[[ DATA TO USE open ]]

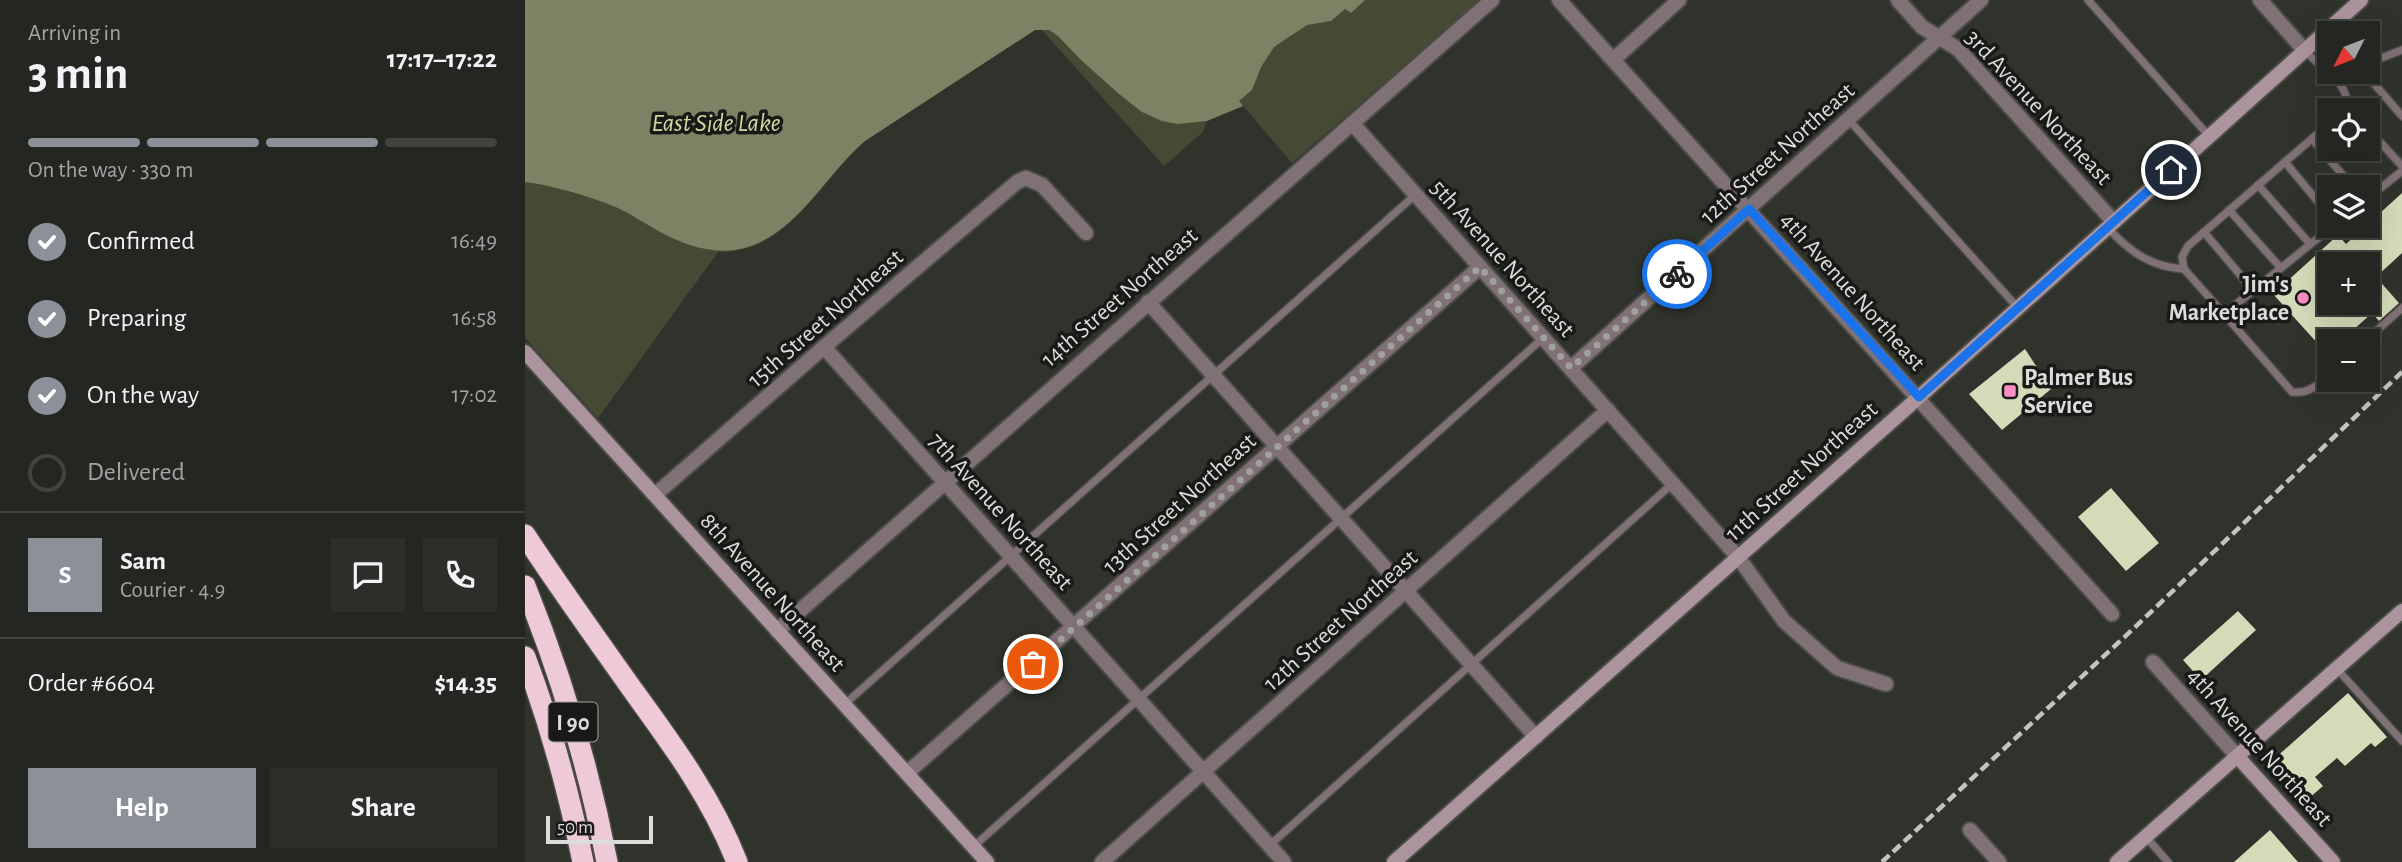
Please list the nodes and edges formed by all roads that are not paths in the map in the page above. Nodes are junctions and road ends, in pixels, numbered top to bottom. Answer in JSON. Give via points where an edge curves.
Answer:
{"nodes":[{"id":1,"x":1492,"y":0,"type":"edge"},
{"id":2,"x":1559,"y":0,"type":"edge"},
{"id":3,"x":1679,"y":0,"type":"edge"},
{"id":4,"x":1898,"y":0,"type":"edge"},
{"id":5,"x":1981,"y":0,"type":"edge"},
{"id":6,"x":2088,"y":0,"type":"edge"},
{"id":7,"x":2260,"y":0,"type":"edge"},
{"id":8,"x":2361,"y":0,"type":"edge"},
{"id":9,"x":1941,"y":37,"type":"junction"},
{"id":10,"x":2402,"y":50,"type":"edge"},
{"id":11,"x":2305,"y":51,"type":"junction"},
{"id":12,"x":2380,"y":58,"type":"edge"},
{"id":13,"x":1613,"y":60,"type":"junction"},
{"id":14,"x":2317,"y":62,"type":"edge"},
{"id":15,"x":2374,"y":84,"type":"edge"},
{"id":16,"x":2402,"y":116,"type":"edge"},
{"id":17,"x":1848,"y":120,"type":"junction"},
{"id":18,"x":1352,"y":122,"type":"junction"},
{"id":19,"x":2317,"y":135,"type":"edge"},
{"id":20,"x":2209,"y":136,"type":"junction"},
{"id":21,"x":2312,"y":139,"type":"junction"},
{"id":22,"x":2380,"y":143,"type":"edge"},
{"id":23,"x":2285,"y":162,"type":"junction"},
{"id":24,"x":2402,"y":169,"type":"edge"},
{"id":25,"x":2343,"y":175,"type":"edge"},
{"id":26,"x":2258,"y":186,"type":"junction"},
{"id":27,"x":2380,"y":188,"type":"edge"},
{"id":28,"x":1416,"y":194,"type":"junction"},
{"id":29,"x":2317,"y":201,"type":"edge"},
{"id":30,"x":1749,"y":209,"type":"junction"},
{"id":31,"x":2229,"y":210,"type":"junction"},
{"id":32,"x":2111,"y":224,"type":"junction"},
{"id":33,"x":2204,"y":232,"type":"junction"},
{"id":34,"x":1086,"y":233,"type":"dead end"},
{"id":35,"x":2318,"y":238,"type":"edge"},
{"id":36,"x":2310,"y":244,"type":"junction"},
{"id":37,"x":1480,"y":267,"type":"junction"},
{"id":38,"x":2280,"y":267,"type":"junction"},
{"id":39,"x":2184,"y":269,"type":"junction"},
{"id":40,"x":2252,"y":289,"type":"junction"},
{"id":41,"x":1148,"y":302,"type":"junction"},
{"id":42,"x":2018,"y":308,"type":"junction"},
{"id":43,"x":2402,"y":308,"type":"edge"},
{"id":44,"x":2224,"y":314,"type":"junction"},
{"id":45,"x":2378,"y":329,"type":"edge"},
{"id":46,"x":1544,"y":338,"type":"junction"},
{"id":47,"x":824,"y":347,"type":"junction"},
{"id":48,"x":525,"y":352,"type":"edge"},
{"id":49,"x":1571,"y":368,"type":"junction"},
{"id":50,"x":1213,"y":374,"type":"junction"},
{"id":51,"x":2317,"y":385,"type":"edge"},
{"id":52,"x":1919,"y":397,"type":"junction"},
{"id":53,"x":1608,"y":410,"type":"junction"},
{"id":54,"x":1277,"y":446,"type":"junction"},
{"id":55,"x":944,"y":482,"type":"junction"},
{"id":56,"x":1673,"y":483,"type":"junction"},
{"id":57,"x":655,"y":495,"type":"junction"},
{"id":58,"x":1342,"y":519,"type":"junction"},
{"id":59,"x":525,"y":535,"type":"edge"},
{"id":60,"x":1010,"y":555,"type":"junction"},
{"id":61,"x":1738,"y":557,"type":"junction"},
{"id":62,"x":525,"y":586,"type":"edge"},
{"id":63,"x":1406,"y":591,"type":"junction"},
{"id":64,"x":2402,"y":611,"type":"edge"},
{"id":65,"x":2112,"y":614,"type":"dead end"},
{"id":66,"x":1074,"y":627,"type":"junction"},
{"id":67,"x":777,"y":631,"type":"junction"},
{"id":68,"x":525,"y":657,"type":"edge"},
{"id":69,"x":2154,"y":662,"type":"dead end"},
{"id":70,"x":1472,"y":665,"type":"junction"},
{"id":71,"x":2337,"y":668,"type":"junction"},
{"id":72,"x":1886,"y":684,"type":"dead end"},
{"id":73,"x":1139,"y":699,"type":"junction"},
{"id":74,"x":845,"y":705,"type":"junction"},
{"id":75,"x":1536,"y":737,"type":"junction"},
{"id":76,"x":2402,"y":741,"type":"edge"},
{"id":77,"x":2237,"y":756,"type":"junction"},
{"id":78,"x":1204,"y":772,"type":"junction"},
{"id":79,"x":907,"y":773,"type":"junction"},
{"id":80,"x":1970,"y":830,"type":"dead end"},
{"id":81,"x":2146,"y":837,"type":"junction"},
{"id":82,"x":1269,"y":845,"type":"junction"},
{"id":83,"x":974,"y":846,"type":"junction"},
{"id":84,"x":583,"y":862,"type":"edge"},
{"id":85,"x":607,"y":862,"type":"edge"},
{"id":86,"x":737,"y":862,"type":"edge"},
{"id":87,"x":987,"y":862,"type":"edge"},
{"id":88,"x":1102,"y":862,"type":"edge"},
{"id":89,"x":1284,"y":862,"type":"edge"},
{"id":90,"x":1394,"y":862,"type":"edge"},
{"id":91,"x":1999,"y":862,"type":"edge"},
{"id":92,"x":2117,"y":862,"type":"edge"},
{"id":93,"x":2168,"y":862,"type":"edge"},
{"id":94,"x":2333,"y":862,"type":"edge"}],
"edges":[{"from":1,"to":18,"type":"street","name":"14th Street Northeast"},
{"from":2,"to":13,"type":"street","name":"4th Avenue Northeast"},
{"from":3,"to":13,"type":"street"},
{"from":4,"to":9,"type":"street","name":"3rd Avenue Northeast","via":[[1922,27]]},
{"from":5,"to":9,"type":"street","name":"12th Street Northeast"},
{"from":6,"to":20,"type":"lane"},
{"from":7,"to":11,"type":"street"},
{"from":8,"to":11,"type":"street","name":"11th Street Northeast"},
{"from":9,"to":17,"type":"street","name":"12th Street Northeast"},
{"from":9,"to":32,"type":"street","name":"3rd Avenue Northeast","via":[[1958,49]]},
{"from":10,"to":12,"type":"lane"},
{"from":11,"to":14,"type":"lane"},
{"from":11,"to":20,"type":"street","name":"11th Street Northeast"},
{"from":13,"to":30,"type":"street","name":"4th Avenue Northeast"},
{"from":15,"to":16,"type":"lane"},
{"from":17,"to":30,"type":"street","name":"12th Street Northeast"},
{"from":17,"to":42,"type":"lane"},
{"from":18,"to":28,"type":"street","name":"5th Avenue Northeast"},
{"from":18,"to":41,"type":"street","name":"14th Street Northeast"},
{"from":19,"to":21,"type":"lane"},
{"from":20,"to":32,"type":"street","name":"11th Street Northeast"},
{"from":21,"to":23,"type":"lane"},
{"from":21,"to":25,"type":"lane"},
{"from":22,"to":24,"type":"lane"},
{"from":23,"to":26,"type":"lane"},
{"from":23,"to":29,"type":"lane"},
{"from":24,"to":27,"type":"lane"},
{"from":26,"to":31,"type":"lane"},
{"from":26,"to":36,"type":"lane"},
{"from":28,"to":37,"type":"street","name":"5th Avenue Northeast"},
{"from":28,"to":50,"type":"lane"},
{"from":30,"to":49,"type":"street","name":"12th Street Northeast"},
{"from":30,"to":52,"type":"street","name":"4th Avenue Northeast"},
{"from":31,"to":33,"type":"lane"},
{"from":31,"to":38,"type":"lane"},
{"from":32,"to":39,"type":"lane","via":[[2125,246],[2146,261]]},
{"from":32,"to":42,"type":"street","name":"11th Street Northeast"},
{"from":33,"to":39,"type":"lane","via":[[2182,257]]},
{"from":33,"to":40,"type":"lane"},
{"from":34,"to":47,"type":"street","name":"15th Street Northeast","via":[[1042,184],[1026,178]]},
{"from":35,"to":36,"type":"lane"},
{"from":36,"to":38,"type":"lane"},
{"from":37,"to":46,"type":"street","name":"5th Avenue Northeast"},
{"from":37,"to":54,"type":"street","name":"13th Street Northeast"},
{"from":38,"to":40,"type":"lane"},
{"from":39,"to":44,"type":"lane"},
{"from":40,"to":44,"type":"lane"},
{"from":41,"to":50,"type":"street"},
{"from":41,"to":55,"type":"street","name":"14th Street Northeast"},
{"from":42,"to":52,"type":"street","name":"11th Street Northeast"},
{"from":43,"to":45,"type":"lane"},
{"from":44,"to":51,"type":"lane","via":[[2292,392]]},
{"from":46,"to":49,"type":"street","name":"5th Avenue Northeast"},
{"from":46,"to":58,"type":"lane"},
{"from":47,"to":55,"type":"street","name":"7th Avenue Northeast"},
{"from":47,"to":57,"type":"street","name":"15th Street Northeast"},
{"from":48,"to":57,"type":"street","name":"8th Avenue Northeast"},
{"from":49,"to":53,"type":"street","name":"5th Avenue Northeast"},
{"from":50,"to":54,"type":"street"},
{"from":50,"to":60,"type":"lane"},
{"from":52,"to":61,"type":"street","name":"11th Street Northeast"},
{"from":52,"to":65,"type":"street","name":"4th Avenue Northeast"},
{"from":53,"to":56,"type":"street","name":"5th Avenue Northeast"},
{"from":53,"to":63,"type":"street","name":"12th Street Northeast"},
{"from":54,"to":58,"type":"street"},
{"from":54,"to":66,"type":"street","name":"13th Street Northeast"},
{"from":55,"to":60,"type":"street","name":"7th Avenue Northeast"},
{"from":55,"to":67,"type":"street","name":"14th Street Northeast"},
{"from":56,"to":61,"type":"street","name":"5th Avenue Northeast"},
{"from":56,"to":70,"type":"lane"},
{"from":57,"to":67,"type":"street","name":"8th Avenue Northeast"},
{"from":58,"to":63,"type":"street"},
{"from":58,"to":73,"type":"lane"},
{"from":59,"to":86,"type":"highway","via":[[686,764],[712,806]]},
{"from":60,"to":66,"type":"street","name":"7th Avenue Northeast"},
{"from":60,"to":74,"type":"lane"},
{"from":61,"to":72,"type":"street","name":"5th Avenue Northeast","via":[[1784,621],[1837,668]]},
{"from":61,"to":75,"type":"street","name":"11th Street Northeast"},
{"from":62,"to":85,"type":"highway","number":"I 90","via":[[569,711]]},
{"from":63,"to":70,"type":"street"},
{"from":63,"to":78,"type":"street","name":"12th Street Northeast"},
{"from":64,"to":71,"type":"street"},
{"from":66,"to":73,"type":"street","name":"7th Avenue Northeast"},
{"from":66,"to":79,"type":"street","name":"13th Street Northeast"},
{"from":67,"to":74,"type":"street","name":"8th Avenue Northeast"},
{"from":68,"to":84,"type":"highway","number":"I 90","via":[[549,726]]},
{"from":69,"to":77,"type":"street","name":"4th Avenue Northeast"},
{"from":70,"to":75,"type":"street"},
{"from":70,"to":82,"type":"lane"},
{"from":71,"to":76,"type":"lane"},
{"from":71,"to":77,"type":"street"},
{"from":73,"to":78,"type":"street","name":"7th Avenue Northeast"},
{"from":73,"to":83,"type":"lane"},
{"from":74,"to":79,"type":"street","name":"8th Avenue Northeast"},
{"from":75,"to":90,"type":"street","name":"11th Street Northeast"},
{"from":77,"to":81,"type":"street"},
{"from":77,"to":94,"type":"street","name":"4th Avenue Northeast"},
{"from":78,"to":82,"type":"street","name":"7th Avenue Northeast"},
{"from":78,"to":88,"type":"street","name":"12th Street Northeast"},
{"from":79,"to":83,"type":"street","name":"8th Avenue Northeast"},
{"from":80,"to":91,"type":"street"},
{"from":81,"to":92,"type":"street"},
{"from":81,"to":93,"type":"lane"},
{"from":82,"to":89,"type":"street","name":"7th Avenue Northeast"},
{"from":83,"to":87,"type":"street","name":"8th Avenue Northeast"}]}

[[ DATA TO USE closed ]]
[[ DATA TO USE open ]]

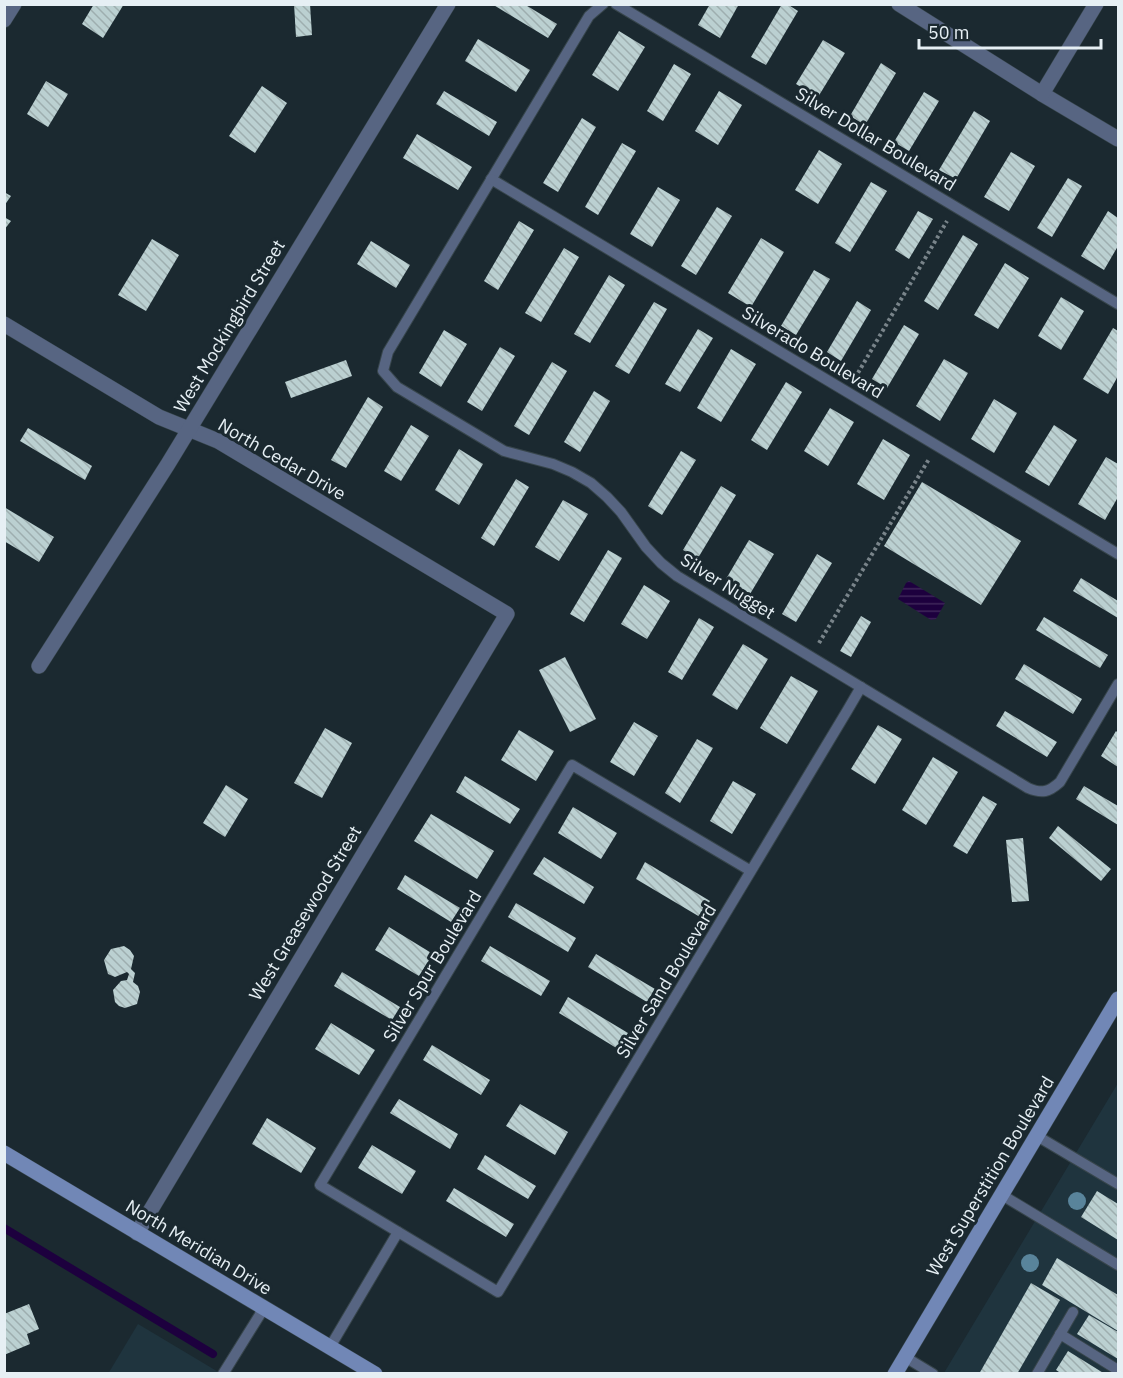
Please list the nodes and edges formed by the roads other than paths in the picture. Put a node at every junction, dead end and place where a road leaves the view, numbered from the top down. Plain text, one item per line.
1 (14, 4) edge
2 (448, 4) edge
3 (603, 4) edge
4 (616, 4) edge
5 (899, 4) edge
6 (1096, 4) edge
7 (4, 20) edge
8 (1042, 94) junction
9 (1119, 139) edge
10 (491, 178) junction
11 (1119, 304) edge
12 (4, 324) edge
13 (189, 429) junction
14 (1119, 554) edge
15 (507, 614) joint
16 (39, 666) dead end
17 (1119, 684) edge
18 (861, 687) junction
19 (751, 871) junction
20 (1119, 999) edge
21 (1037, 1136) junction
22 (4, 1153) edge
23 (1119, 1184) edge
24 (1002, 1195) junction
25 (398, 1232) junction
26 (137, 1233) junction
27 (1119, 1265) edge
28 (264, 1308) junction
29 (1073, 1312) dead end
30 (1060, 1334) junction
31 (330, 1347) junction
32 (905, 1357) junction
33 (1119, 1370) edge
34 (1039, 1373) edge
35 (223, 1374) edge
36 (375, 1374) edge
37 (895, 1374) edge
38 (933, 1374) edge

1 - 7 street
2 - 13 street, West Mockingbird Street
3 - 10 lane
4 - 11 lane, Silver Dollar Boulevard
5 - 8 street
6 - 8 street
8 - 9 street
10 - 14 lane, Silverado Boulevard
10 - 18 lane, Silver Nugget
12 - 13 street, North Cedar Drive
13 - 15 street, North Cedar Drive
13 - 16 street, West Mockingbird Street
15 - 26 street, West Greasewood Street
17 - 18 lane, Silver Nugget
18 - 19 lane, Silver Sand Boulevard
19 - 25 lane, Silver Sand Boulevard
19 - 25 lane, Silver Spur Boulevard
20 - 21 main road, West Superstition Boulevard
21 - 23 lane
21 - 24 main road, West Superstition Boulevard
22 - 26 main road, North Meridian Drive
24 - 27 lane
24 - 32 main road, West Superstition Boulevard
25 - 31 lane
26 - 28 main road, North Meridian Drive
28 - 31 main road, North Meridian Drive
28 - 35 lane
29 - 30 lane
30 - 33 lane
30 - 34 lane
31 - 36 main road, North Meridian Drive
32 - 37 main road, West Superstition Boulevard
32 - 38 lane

[[ DATA TO USE closed ]]

**WORK INSTRUCTIONS**
Count every line that holds the word "nodes" in the entries, and state the result alone.

**EXERCISE OUTPUT**
3